__What to do__
Within the material below, how many lines carry the word "highway"? Answer with a single number.

Segment Start: Material supplied

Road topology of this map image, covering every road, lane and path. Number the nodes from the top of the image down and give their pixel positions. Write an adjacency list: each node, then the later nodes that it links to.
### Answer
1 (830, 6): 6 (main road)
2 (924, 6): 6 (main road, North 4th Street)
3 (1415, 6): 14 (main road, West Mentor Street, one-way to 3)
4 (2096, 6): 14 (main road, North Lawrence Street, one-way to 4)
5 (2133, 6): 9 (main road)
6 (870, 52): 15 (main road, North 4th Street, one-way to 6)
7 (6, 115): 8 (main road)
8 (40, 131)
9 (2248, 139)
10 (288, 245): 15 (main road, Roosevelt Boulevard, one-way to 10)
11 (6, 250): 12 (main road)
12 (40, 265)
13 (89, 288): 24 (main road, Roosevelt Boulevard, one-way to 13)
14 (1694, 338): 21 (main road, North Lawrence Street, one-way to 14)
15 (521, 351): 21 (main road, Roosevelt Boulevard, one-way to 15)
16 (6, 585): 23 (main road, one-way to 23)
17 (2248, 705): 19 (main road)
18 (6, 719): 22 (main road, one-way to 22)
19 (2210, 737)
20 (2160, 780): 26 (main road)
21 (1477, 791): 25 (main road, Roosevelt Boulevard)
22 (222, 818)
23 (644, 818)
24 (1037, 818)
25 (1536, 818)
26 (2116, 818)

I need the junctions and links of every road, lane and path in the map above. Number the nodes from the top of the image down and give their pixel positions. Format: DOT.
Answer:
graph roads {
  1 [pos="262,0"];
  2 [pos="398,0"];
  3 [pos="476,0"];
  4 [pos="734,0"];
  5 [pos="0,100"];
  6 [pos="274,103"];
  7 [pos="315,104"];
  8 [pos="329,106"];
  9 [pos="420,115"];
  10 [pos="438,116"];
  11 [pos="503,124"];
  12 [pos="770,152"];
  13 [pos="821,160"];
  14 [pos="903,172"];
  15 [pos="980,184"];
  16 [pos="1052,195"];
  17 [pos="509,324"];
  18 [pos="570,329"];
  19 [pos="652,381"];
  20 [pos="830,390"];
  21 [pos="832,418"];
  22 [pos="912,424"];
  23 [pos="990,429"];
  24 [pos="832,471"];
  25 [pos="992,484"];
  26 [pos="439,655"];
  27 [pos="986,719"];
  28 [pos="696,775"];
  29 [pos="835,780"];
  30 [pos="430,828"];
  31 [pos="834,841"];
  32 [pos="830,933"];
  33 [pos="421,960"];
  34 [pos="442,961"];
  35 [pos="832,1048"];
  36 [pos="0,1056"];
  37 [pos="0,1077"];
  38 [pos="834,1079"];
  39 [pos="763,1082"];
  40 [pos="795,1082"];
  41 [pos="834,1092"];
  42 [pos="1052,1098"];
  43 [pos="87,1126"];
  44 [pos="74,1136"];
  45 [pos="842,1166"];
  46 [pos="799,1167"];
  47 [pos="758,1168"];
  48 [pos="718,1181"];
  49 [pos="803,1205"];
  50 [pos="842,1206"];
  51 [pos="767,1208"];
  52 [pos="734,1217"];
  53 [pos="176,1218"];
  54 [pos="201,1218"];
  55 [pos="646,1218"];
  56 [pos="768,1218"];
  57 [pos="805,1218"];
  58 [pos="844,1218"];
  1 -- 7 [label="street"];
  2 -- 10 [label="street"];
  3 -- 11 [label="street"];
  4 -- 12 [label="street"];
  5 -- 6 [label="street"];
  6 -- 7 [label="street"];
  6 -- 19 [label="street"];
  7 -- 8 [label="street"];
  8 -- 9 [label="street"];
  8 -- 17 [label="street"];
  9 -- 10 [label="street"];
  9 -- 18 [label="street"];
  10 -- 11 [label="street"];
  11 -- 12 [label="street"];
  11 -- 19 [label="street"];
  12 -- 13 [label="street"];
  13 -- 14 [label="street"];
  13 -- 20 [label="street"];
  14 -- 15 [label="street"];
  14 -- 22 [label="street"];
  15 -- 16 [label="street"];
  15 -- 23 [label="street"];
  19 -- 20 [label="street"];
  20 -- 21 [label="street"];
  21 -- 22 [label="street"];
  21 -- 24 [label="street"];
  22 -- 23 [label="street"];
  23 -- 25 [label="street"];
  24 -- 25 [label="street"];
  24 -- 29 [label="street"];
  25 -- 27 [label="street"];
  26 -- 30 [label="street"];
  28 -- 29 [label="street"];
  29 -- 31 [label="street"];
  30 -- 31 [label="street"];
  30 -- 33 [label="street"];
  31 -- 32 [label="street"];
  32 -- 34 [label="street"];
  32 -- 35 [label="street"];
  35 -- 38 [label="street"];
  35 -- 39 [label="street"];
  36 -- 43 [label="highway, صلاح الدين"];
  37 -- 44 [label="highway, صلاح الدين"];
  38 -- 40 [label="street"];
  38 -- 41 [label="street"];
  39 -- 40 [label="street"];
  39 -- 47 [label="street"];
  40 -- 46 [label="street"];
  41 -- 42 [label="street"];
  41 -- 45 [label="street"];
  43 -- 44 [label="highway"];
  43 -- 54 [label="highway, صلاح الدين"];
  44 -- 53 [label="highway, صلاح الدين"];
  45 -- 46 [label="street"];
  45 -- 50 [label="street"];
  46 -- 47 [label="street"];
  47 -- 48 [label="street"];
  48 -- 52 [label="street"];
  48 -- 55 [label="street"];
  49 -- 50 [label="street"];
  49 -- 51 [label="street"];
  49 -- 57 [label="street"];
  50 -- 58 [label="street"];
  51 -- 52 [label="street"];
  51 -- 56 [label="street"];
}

Segment End: Material supplied

__Task output__
5